## [Requirement]
Among the records below, find the lines that hold the word "name" and report how many there are, with no other words.

## [Recorded data]

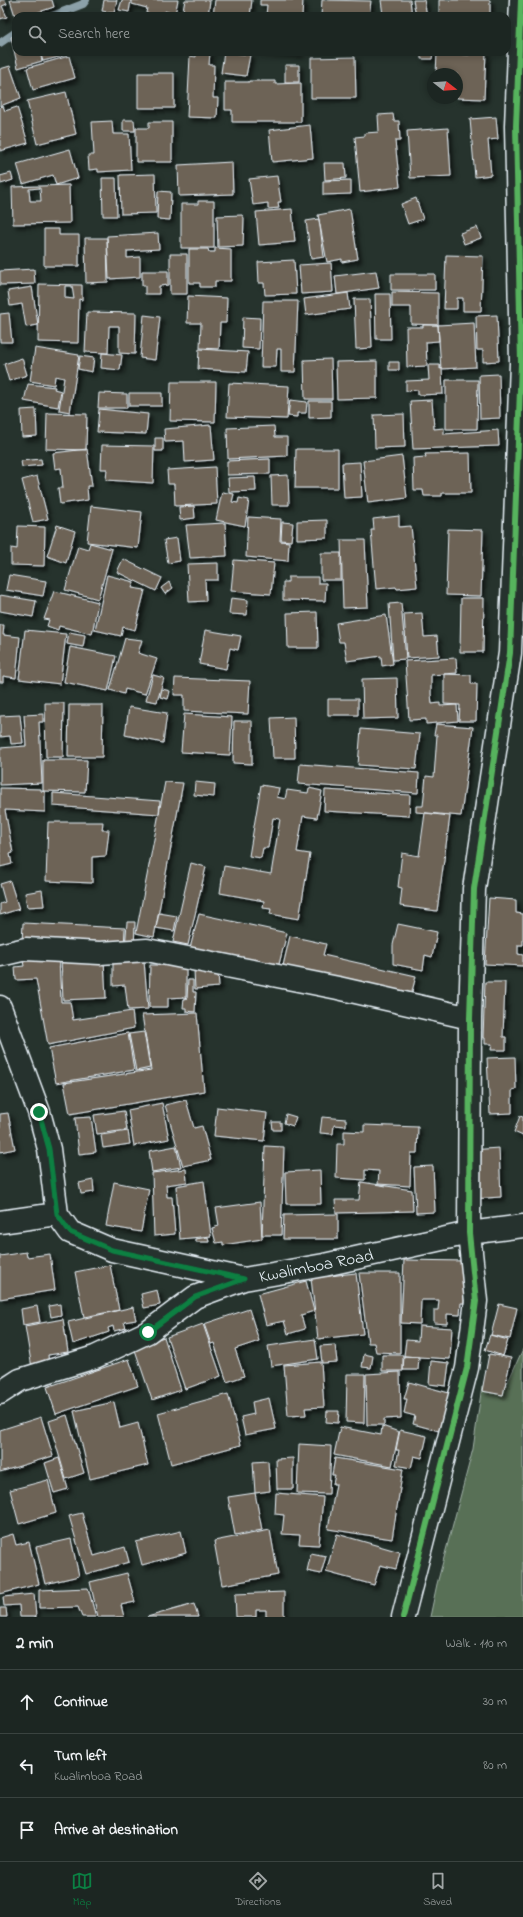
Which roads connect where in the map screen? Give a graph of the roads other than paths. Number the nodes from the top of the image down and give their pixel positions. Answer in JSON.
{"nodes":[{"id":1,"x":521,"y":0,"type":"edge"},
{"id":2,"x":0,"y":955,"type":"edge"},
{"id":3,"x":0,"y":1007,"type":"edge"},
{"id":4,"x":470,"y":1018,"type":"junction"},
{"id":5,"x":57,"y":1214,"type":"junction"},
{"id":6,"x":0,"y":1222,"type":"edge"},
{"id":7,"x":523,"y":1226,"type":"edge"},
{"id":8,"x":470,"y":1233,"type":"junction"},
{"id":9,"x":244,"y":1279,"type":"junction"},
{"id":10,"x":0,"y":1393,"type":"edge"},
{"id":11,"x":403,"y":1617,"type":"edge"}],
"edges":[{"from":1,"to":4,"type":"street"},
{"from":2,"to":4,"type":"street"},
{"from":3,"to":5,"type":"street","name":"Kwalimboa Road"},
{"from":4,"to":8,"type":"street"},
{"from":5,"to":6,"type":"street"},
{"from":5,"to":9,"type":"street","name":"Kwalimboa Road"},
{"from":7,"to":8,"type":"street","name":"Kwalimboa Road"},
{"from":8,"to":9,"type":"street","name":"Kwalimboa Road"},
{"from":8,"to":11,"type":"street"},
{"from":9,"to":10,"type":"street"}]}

## [Response to this exercise]
4